Collect every line below that contains the word "lane".

Collected data:
Segment Open

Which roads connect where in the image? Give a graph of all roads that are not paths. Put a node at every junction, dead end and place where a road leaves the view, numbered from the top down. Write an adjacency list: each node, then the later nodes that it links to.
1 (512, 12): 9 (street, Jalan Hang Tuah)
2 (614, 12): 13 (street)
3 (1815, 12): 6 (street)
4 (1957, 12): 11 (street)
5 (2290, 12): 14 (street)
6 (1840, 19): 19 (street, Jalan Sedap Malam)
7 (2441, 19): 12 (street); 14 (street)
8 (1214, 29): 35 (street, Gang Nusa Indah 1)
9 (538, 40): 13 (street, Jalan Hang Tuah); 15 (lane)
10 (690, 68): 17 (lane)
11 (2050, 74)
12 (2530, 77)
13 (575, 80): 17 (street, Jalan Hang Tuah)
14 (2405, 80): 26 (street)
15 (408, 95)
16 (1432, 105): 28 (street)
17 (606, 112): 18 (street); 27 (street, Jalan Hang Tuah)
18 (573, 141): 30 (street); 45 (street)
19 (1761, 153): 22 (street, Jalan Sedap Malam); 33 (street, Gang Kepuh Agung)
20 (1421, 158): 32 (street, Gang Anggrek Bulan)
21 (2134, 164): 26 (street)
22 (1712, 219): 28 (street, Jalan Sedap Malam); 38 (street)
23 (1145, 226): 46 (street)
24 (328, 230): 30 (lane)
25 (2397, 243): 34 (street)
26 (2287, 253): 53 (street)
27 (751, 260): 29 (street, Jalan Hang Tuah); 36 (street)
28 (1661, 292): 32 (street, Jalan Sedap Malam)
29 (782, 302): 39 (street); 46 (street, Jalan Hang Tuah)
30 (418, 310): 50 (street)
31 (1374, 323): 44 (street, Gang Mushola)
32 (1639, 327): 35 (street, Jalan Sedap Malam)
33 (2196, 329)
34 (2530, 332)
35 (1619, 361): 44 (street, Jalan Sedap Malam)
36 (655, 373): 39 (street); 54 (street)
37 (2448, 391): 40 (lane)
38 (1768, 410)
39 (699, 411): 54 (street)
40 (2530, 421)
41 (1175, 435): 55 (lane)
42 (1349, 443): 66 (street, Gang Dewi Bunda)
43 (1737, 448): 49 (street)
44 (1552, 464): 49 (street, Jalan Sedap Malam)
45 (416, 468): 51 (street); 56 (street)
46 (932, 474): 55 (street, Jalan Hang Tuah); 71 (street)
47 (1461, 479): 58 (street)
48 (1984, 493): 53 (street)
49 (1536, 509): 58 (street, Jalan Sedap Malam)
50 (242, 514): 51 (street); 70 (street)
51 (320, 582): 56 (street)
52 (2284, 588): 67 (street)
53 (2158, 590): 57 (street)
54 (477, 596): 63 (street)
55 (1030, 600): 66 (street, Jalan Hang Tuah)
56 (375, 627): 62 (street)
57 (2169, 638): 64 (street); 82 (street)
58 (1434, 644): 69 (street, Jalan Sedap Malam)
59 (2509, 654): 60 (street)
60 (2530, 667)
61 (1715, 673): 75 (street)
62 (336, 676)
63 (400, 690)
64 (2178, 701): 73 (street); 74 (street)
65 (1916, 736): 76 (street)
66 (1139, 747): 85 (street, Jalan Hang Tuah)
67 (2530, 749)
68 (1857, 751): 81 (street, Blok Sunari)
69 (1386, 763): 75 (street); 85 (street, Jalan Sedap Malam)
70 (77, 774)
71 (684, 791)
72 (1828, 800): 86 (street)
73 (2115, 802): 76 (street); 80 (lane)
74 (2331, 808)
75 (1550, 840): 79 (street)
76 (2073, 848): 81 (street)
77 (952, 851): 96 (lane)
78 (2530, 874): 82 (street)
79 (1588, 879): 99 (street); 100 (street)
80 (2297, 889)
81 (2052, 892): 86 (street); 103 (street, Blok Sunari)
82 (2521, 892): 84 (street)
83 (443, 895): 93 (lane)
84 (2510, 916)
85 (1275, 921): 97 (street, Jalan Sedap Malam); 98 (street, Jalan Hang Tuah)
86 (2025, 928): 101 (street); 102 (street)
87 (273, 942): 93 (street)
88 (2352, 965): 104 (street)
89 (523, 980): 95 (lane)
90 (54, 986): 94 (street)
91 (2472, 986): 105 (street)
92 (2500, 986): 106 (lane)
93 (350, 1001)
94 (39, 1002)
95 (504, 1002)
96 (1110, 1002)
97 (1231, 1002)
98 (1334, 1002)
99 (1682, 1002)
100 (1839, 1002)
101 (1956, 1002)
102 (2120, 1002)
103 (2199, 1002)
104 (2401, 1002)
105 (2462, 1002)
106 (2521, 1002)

Segment Closed

COMPLETED EXERCISE:
9 (538, 40): 13 (street, Jalan Hang Tuah); 15 (lane)
10 (690, 68): 17 (lane)
24 (328, 230): 30 (lane)
37 (2448, 391): 40 (lane)
41 (1175, 435): 55 (lane)
73 (2115, 802): 76 (street); 80 (lane)
77 (952, 851): 96 (lane)
83 (443, 895): 93 (lane)
89 (523, 980): 95 (lane)
92 (2500, 986): 106 (lane)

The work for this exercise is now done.